Everyone knows that working out is good for obtaining a healthy, sexy, and strong body. Who does not want that? But what happens when you have been working out without a pre-workout meal plan? You wind up with less results and more work.

Many people do not know that the foods you eat before your workout influence you the way that they do, several people have never even paid it any attention.

If you eat a food high in sugar and fat, you are going to wind up crashing hard and fast. Let's stay away from that at all costs.

There are plenty of things that you are going to need to know when trying to maintain and gain muscle without losing energy or strength during a workout.

First of all, you will need to know which foods are best for energy and power. You are also going to need to know which foods to avoid.

Protein is always a wonderful choice. The reason for this is because protein will not only fill you up and keep you satisfied during your workout, it will also provide a ton of energy and help maintain the muscle that you already have while you are exercising.

The best time frames for consuming protein are anywhere from 30 minutes to 45 minutes directly before your workout. This will ensure that you are going to have enough energy and power during your workout in order to make it through and avoid breaking up the muscle that you are have already obtained.

You will need to do it this way, especially if you are trying to build muscle mass. Your body will automatically reach for energy in the most recently applied fat stores, making it a requirement that you consume a very high energy food, like protein.

Remember to stay hydrated during, before, and after workouts. Not only is this good for your workout, it is also very safe. You do not want to get dehydrated or become overheated.

Proper pre workout meal

* Eat your high protein meal no longer than an hour and a half before beginning your workout. Remember, your body needs the energy, and that energy needs to still be present.

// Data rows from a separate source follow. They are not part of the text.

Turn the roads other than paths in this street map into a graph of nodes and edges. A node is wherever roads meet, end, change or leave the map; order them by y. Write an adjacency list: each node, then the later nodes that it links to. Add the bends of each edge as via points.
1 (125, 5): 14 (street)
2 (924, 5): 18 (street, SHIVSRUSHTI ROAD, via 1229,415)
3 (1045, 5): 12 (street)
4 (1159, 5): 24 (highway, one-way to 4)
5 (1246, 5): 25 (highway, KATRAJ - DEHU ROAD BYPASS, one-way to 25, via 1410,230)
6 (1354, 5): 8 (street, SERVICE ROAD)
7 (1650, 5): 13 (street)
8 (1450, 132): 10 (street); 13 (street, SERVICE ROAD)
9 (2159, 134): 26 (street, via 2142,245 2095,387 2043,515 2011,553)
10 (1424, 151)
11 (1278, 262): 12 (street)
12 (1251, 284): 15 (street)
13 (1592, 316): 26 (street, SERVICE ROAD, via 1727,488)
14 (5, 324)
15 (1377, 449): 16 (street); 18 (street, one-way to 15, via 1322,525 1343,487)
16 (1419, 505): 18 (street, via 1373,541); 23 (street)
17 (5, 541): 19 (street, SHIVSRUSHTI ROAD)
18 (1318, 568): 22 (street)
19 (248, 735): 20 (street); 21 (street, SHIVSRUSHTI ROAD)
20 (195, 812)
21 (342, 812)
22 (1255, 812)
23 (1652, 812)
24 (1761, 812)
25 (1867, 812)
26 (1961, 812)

* Remember to avoid sugary carbohydrates and foods very high in fat before your workout.

* Your best sources of protein are lean meats and liquid forms such as shakes.

* If you would like to go with a liquid source, try whey protein powder and mixing it with skim milk. Milk slows down the digestion of protein and therefore gives you a steadier flow of energy during your workouts.

* Keep your protein amounts within 30-40 grams, too much or too little can have a negative effect.

So remember, a good workout means a great pre-workout meal plan. Always remember to go with lean proteins and keep your carbohydrates reasonable.

Too much sugar can send you crashing, defeating the purpose altogether. Be sure to have this pre-workout meal every time you workout.

You can even experiment a bit if you would like, not everybody is the same, and sometimes what works for you will not work for another individual.

By the end of your workout, you will be glad you made the choice of having an energizing pre-workout meal plan and your body will love you for it.